Ginfordinner · 30/11/2019 09:28

DD was provided with a couple of textbooks at A level. She had to pay a deposit for them which she was given back when she returned them.

FullOfJellyBeans · 30/11/2019 10:34

@LolaSmiles

That's ridiculous to critique your lessons it's incredibly insulting to you and from a purely selfish perspective it's doing the child a disservice as they'll be confused. That said many students - even those without diagnosed SEN will have trouble both taking notes and understanding a lesson simultaneously. Even within NT children there is a big difference in processing speed and it would be wrong that children have no external record of the lesson except their own notes. Even if it's a picture of the black board uploaded online which they can look at in their own time.

Kokeshi123 · 30/11/2019 14:20

Most countries outside the UK seem to have textbooks. The no-textbook thing in the UK looks quite weird to outsiders.

Kokeshi123 · 30/11/2019 14:21

Ireland has textbooks and frankly their education system looks better than the English, Welsh and Scottish systems.

LolaSmiles · 30/11/2019 14:35

FullOfJellyBeans
They didn't just make the request to me. They asked multiple teachers!

It's why I'm suitably skeptical about claims that lessons should be available at home / all PowerPoints etc should be made available online.

Some lessons I have no PowerPoint, others we are doing group discussion, others they work through workbooks or exercises, others we work straight into the text. Sometimes the lesson goes off on a tangent, often I'll adapt the lesson in the middle of the lesson, add things in, take things out to meet student needs etc.

All of that is entirely standard secondary teaching which can't be made available online. That's just life.

People are more than capable of knowing their students and putting things in place for them (eg. Printing diagrams, knowing who needs tables printing or headings already pre filled). I also have a resource board with tables and graphic organizer templates that students can help themselves to if it helps rather than sorting the layout themselves.

Ginfordinner · 30/11/2019 15:44

Most countries outside the UK seem to have textbooks. The no-textbook thing in the UK looks quite weird to outsiders.

I suspect that most countries outside the UK have better funding for education Kokeshi123. I don't think you realise just how underfunded the UK education system is.

When DD was at school her school was the fourth worst underfunded school in the country. The SLT, governors and parents campaigned for fairer funding. We had the backing of local MPs and the press. The HT appeared on TV and the news item was featured on the national as well as the local news.

Thankfully the campaign was successful, and the school received an injection of funding, but it still isn't enough.

The result of underfunding is no textbooks, larger class sizes and fewer subjects being taught. Schools are dropping subjects like music, drama, photography etc to concentrate on the core academic subjects.

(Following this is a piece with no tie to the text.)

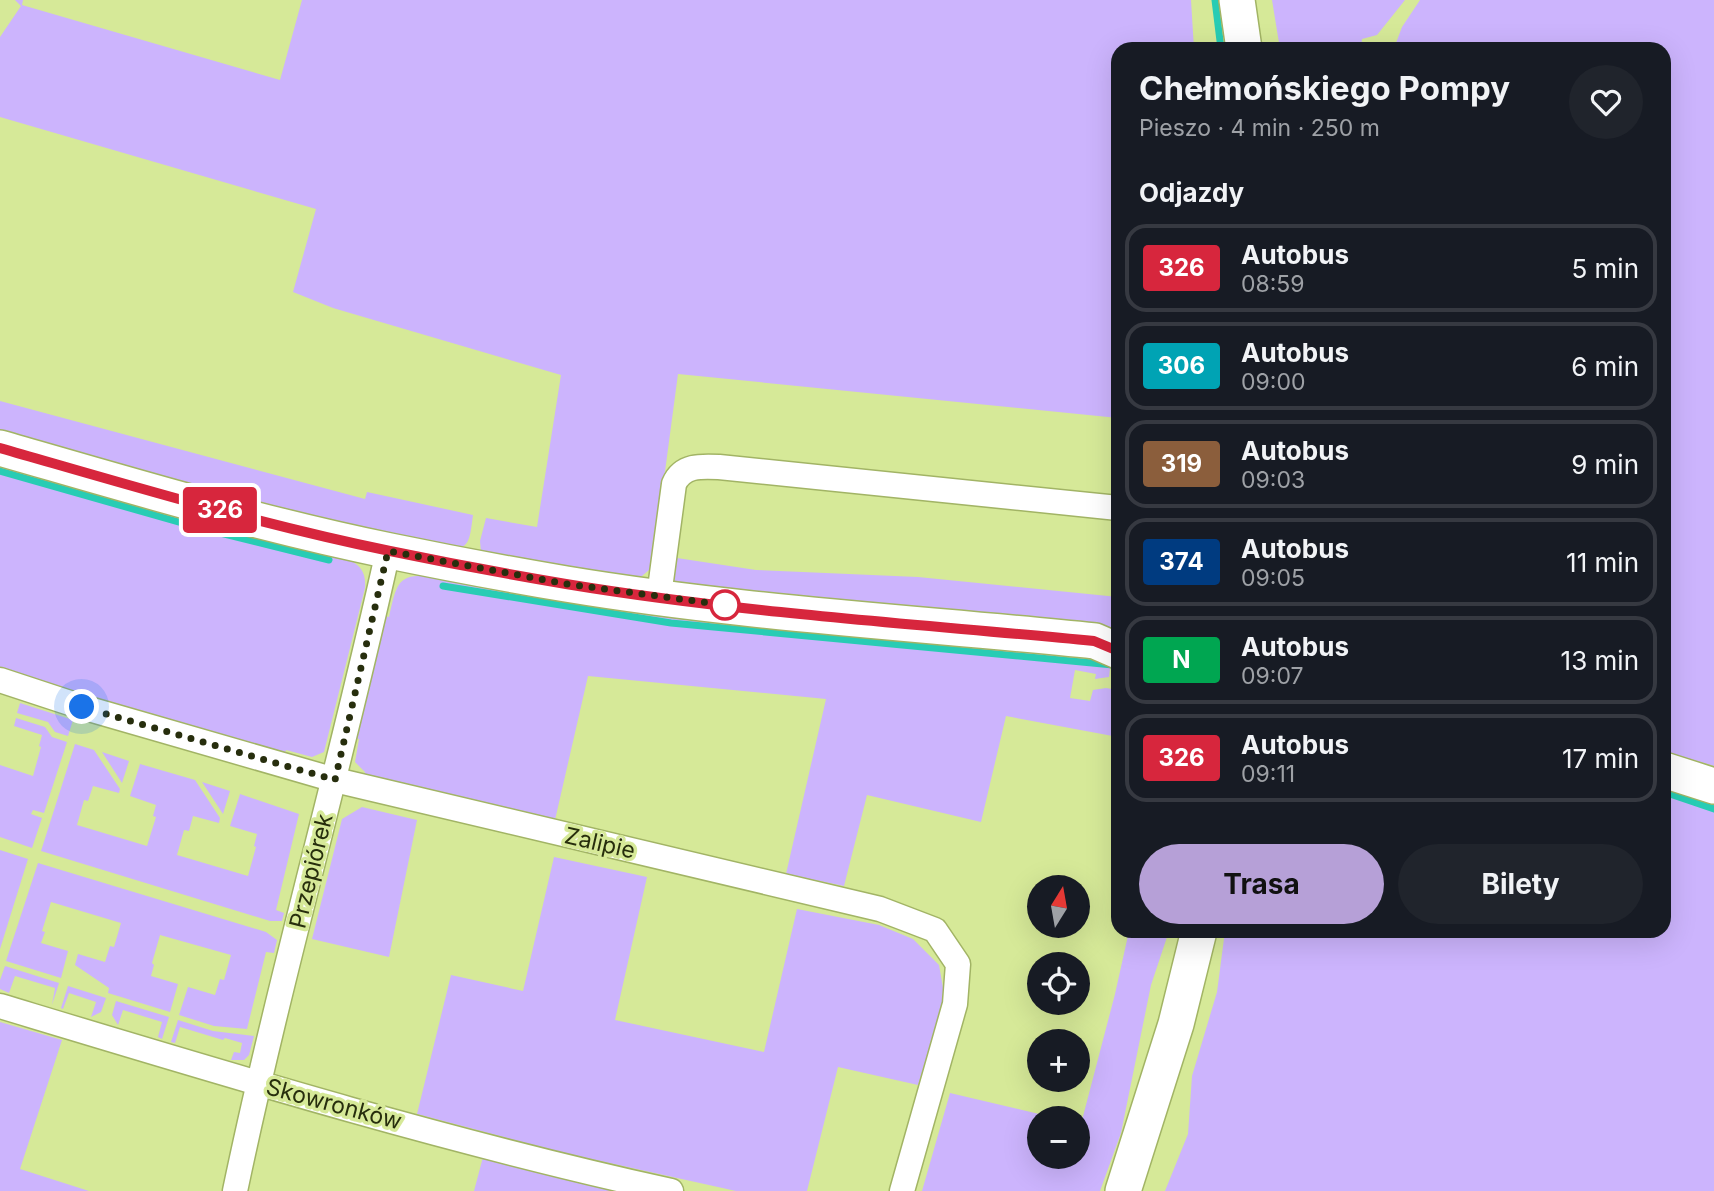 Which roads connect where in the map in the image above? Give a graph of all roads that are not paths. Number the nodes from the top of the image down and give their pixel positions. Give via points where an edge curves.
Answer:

LolaSmiles · 30/11/2019 15:51

Not just that gin but a totally different system.
One of my colleagues worked over in Asia, can't remember where, and said that every y8 student did the same maths lesson on the same day and the lesson content was identical for every class.
Compare that to the differentiation and SEND support we have in the UK. It's not perfect, far from it, but I think we've got to be really careful before drawing inaccurate conclusions from international systems.

Shanghai and Finland both score well in international rankings. Their systems are chalk and cheese.

Ginfordinner · 30/11/2019 16:09

I recall that there was a discussion on MN a while back about students from countries like China where they had been hothoused all the way through school, but weren't taught to think for themselves.

They learned through rote and mainly studied science and maths subjects rather than subjects that involved providing opinions and different points of view. DH has worked in China and South Korea and confirms that the workers need directing all the time because they have no initiative at all. Yes they can score highly in a maths exam, but they don't know how to critique an industrial process and work out why it isn't working.